物語の世界に入り込める「長編小説」。長編小説と一言で言っても、ジャンルはさまざまです。挑戦したいけれど、どんな作品を選んだらいいのか悩む方も多いのではないでしょうか。

そこで今回は、長編小説のおすすめ作品をご紹介。映像化もされている人気作品もピックアップしているので、ぜひチェックしてみてください。

※商品PRを含む記事です。当メディアはAmazonアソシエイト、楽天アフィリエイトを始めとした各種アフィリエイトプログラムに参加しています。当サービスの記事で紹介している商品を購入すると、売上の一部が弊社に還元されます。

長編小説とは?

小説は、本の長さによって短編小説・中編小説・長編小説に分けられます。長編小説に分類できるかの指標としてわかりやすいのは文字数です。

例えば、「ポプラ社小説新人賞」の作品募集ページでは、400字詰め原稿用紙換算200枚~500枚。「小説現代長編新人賞」では400字詰め原稿用紙250枚以上500枚という記載があります。

文字数に換算すると、原稿用紙200枚で80000文字。目安としては少し厚みのある文庫本1冊からが長編小説だといえます。また、文庫版で上下巻、シリーズとして複数冊出版されている作品なども長編小説のひとつです。

長編小説のおすすめ作品

白夜行

集英社 著者:東野圭吾

白夜行

ミステリー小説の巨匠・東野圭吾による長編小説。映画化・ドラマ化され大ヒットし、2009年には韓国でも映画化されました。

物語の発端は、1973年に大阪の廃虚ビルで質屋が殺害された事件。何人もの容疑者が浮かぶなか、事件は迷宮入りします。

別々の人生を歩んでいるように見えた、被害者の息子・桐原亮司と容疑者の娘・西本雪穂。2人の裏には犯罪の影が見え隠れしつつも、証拠が掴めないまま、19年が経ち…。

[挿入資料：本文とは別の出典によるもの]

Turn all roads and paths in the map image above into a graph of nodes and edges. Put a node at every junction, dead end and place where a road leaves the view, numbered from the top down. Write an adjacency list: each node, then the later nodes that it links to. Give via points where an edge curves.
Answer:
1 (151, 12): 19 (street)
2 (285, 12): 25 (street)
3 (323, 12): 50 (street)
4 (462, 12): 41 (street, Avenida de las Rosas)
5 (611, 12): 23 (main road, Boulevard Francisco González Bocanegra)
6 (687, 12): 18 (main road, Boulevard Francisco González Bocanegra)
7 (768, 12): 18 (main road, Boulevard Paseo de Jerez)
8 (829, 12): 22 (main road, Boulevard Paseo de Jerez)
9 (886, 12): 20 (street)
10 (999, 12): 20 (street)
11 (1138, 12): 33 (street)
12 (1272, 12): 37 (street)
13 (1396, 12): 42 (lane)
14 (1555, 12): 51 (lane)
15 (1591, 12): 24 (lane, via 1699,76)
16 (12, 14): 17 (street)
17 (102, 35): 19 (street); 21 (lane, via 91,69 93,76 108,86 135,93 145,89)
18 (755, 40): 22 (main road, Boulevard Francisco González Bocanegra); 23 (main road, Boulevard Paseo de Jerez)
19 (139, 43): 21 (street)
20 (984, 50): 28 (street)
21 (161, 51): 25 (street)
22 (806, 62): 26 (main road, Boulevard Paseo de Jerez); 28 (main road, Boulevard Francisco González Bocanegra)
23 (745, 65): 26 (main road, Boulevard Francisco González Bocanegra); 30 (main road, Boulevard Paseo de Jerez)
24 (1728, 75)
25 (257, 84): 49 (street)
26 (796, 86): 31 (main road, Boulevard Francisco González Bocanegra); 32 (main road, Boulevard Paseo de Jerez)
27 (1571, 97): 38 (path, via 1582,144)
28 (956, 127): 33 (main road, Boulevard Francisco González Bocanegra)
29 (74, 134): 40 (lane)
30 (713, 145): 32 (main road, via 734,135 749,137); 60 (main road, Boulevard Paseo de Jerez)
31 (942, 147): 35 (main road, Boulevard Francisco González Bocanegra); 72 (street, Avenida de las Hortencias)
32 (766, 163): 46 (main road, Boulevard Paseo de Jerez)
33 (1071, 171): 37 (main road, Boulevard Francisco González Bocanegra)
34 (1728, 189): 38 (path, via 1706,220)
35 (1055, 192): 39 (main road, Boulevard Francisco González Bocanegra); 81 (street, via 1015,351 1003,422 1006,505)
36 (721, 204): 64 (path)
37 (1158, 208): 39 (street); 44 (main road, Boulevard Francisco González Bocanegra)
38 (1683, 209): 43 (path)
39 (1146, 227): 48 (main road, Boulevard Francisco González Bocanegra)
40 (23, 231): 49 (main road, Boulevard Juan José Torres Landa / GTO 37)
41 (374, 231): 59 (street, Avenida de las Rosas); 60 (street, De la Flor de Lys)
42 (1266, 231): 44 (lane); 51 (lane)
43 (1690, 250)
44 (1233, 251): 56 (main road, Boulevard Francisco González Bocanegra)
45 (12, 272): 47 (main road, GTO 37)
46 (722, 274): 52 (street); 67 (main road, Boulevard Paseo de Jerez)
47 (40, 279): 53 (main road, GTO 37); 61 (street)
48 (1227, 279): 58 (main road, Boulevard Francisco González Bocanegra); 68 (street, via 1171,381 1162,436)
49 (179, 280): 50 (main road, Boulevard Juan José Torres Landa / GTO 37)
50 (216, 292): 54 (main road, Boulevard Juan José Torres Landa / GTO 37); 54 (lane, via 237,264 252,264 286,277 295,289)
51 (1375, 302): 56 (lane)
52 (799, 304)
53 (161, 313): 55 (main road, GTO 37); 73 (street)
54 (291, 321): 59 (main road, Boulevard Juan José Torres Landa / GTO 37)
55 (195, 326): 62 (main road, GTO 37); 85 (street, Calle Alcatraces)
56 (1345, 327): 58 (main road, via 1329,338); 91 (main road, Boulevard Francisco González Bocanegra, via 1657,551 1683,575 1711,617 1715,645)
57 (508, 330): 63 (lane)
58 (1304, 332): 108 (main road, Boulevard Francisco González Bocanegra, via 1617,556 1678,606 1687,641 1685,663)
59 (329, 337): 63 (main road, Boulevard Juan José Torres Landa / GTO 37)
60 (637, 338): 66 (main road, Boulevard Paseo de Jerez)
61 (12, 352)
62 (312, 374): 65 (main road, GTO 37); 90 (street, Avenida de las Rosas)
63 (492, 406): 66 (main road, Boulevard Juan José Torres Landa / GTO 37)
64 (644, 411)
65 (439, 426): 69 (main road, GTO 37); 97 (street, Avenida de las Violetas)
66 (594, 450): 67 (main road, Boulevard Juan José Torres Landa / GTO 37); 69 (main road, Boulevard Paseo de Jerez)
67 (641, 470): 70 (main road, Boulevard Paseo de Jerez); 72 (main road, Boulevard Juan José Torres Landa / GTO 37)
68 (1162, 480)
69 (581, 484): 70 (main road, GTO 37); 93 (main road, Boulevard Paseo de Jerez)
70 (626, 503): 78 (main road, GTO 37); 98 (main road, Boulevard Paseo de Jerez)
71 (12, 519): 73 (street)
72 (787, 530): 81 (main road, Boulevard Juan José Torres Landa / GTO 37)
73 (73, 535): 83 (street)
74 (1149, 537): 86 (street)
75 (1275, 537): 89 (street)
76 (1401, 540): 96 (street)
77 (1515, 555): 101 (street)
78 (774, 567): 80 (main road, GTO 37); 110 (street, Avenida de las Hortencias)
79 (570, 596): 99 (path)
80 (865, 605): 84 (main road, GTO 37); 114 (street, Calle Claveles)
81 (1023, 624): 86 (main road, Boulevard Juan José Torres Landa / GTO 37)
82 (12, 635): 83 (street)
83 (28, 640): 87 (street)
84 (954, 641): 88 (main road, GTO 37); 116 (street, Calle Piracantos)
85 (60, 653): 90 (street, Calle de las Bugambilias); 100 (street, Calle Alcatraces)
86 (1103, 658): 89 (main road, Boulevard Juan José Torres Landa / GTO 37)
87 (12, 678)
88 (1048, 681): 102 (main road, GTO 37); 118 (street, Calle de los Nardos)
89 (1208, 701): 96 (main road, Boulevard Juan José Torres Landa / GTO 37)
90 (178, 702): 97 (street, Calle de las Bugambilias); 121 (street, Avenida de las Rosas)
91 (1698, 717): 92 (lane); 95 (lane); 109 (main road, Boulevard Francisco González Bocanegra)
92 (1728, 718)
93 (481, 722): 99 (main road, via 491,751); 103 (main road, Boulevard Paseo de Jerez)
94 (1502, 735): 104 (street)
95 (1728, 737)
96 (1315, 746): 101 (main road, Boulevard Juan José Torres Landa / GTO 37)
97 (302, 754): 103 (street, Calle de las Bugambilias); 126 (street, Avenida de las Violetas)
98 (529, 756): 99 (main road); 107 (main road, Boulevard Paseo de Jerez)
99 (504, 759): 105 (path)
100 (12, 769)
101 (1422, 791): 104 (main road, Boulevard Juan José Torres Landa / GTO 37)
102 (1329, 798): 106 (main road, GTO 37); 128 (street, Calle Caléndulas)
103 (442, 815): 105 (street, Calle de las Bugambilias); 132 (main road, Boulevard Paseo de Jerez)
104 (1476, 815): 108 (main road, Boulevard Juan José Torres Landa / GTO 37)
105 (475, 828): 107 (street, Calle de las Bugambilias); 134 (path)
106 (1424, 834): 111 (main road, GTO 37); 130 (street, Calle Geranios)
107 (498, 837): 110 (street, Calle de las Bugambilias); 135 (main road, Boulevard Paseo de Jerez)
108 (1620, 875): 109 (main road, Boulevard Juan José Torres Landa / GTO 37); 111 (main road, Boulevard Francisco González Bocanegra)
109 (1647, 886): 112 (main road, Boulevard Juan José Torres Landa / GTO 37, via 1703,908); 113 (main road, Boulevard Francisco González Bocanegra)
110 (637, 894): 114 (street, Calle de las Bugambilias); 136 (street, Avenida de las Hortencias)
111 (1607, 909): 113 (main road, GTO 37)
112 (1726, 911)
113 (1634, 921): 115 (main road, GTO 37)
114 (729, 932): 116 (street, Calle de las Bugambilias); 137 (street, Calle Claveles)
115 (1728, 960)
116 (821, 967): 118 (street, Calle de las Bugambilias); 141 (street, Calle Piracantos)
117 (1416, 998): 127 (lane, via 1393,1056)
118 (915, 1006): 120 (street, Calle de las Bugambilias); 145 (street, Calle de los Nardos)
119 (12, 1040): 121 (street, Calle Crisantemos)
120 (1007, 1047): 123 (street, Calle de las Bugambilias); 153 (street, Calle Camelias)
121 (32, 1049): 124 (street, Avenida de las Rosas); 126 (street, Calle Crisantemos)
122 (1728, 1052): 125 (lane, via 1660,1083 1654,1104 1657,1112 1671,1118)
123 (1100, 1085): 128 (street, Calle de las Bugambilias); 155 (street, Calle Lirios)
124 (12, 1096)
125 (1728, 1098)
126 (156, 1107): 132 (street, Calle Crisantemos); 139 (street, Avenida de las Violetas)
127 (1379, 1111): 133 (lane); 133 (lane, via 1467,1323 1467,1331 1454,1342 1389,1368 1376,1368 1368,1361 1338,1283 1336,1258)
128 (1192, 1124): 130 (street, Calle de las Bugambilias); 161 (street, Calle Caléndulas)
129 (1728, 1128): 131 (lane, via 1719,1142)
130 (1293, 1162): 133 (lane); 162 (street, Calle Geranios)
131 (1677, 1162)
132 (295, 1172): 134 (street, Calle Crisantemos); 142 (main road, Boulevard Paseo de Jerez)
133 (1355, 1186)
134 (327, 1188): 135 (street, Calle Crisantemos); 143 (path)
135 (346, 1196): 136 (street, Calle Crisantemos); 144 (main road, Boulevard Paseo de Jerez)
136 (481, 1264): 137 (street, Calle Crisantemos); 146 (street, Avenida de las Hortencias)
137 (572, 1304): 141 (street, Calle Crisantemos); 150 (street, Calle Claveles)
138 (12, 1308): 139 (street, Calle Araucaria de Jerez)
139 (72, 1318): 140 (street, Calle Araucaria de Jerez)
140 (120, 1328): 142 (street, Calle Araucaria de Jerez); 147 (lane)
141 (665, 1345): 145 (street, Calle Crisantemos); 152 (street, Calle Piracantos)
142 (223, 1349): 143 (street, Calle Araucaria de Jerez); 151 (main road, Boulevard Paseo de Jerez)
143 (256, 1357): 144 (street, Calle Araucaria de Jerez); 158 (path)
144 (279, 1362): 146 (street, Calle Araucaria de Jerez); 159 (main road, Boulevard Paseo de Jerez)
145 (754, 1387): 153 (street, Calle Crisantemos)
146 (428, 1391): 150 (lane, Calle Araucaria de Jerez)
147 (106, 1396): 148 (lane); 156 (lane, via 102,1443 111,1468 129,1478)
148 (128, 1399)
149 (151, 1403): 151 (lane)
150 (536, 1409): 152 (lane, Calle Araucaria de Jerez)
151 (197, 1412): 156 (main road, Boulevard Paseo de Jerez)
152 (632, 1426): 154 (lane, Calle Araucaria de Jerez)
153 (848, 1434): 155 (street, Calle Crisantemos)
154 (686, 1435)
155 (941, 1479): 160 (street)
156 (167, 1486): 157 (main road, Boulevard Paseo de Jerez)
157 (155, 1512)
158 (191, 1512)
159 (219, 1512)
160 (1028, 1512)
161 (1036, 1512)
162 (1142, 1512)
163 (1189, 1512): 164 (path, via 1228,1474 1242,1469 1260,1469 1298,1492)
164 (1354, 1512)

伏線が張り巡らされた緻密なストーリーに、読了後読み直したくなるという方も多い1冊。東野圭吾作品のファンの方はもちろん、映像作品を見たことがあるという方にもおすすめの長編小説です。

新世界より(上)

講談社 著者:貴志祐介

新世界より(上)

第29回日本SF大賞第1位を受賞した、貴志祐介のおすすめ長編小説です。本作品は、上・中・下巻の3巻で構成。マンガ化・アニメ化もされている著者の代表作です。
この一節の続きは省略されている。